UPR, autophagy, and mitochondria crosstalk underlies the ER stress response

Abstract

Cellular stress, induced by external or internal cues, activates several well-orchestrated processes aimed at either restoring cellular homeostasis or committing to cell death. Those processes include the unfolded protein response (UPR), autophagy, hypoxia, and mitochondrial function, which are part of the global endoplasmic reticulum (ER) stress (ERS) response. When one of the ERS elements is impaired, as often occurs under pathological conditions, overall cellular homeostasis may be perturbed. Further, activation of the UPR could trigger changes in mitochondrial function or autophagy, which could modulate the UPR, exemplifying crosstalk processes. Among the numerous factors that control the magnitude or duration of these processes are ubiquitin ligases, which govern overall cellular stress outcomes. Here we summarize crosstalk among the fundamental processes governing ERS responses.

Keywords: ER stress; UPR; autophagy; hypoxia; mitochondria; ubiquitin.

Figure I. Molecular mechanisms of UPR signaling

The three ERS sensors PERK, ATF6 and IRE1 activate a complex transcriptional cascade with distinct cytosolic functions. PERK phosphorylates eIF2α to decrease overall translation while increasing specific translation of genes, including ATF4. Upon ERS, ATF6 is translocated to and is processed at the golgi apparatus to create a highly active transcription factor. IRE1 decreases overall protein flux to the ER by enhancing mRNA degradation, activates other cellular pathways (such as JNK or NFκB) to counteract ERS and leads to the activation of the XBP1 transcription factor by splicing the uXBP1 mRNA to create sXBP1 mRNA, which is more efficiently translated. All three transcription factors lead to the upregulation of chaperones, in addition to their respective specific targets (indicated in figure) to counteract ERS and restore homeostasis, or proceed to induce cell death pathways. ATF: activating transcription factor; eIF2α: eukaryotic translation initiation factor 2 alpha; IRE1: inositol-requiring enzyme 1; JNK: c-Jun N-terminal kinase; NFκB: Nuclear Factor κB; PERK: double-stranded RNA-activated protein kinase (PKR)-like ER kinase; u/sXBP1: unspliced/spliced x-box binding protein 1.

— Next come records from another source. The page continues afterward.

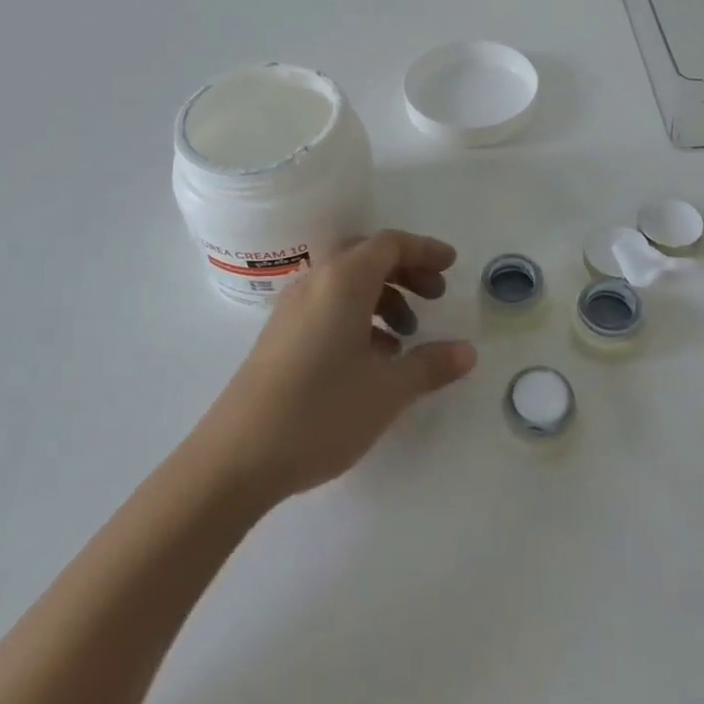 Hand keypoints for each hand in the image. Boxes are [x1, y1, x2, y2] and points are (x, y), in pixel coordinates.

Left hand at [199, 230, 477, 502]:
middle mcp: (316, 283)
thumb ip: (430, 365)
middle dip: (405, 271)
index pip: (389, 244)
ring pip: (346, 283)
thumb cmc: (320, 412)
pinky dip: (358, 316)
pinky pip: (328, 306)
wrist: (235, 458)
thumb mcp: (387, 390)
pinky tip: (372, 359)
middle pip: (367, 256)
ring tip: (406, 338)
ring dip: (382, 297)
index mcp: (343, 281)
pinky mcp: (280, 336)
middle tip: (434, 297)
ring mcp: (292, 309)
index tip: (452, 266)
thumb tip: (468, 352)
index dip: (424, 250) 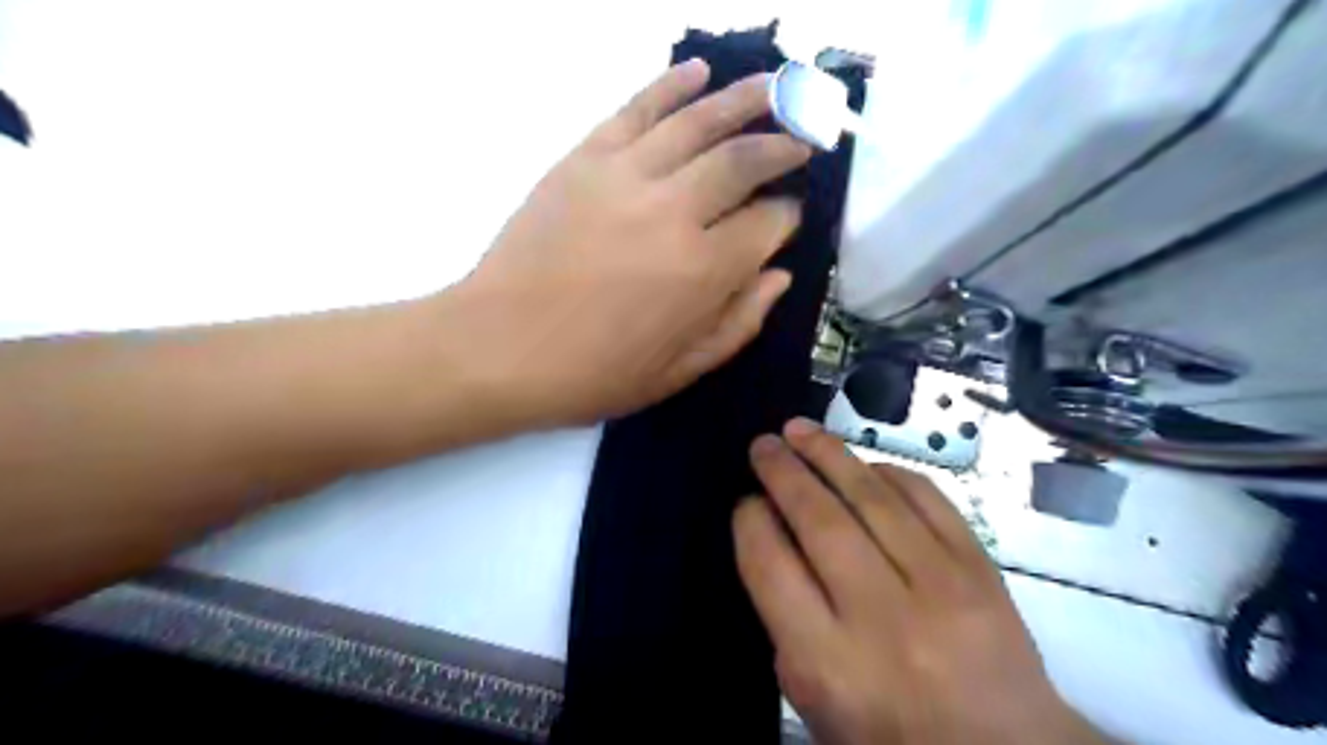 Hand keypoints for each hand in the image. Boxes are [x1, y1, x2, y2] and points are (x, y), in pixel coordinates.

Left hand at [446, 59, 807, 423]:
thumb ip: (739, 324)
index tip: (789, 217)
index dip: (787, 218)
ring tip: (775, 87)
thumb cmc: (593, 373)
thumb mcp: (679, 371)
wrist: (498, 347)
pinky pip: (636, 109)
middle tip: (802, 142)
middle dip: (783, 147)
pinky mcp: (583, 159)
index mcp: (703, 272)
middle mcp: (674, 212)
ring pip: (698, 121)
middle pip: (745, 160)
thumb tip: (779, 276)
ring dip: (745, 99)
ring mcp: (625, 176)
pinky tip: (697, 72)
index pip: (768, 224)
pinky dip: (670, 86)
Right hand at [737, 420, 1112, 744]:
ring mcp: (939, 587)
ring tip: (800, 430)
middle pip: (820, 520)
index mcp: (829, 662)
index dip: (750, 521)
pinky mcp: (980, 568)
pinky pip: (928, 499)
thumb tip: (772, 537)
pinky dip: (890, 472)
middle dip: (783, 472)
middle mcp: (882, 617)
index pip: (771, 566)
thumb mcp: (815, 698)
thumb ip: (786, 620)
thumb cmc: (892, 732)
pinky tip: (864, 463)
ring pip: (872, 498)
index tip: (746, 501)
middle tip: (763, 444)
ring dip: (829, 454) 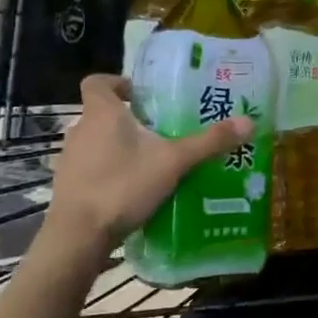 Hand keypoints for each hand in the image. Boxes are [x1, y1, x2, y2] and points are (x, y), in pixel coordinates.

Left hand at [46, 74, 253, 245]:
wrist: (78, 235)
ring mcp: (70, 159)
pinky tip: (133, 189)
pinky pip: (92, 168)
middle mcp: (80, 130)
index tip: (140, 95)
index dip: (117, 83)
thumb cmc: (123, 185)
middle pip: (102, 113)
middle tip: (160, 130)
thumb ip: (209, 142)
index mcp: (101, 113)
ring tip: (151, 161)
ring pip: (97, 142)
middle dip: (129, 119)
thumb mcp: (174, 161)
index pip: (98, 82)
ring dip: (119, 146)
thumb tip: (249, 122)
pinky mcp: (68, 186)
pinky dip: (110, 171) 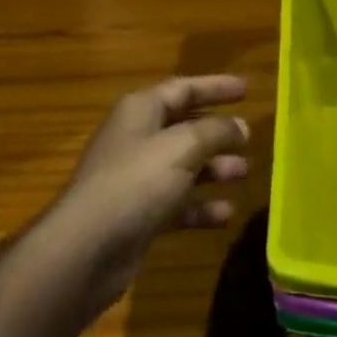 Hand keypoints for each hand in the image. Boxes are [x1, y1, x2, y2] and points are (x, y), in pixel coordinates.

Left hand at [59, 76, 250, 320]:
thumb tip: (240, 126)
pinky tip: (226, 214)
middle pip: (185, 128)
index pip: (184, 89)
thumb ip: (216, 131)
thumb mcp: (183, 146)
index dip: (216, 87)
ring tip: (244, 173)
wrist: (86, 249)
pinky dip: (201, 206)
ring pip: (184, 166)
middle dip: (218, 133)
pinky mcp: (139, 215)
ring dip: (215, 169)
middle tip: (249, 138)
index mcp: (141, 111)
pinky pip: (178, 203)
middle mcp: (137, 139)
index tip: (247, 89)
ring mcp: (136, 179)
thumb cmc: (136, 182)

Figure 1. UPR crosstalk with autophagy

Autophagy is initiated by encapsulation of cytoplasmic components (proteins and organelles) within isolation membranes to form autophagosomes. These structures eventually fuse with lysosomes, and the cargo is degraded. Activation of the PERK–eIF2α–ATF4 pathway upregulates expression of a large set of autophagy genes. While IRE1 signaling has been implicated in promoting autophagy (via JNK-mediated signaling), it was also shown to elicit negative regulation of autophagy. Functionally, autophagy promotes cell survival, increases energy supply and mediates innate immune responses. Loss of autophagy genes induces the UPR, indicative of a negative feedback mechanism. Autophagy may decrease cellular stress levels by removal of ER membranes, which contain UPR sensors, or decrease the amplitude of stress by clearing aberrant proteins from the ER. ATF: activating transcription factor; ATG: autophagy-related gene; Becn1: Beclin 1; eIF2α: eukaryotic translation initiation factor 2; IRE1: inositol-requiring enzyme 1; JNK: c-Jun N-terminal kinase; NF-κB: Nuclear Factor kappa B; PERK: double-stranded RNA-activated protein kinase (PKR)-like ER kinase; UPR: unfolded protein response; u/sXBP1: unspliced/spliced x-box binding protein 1.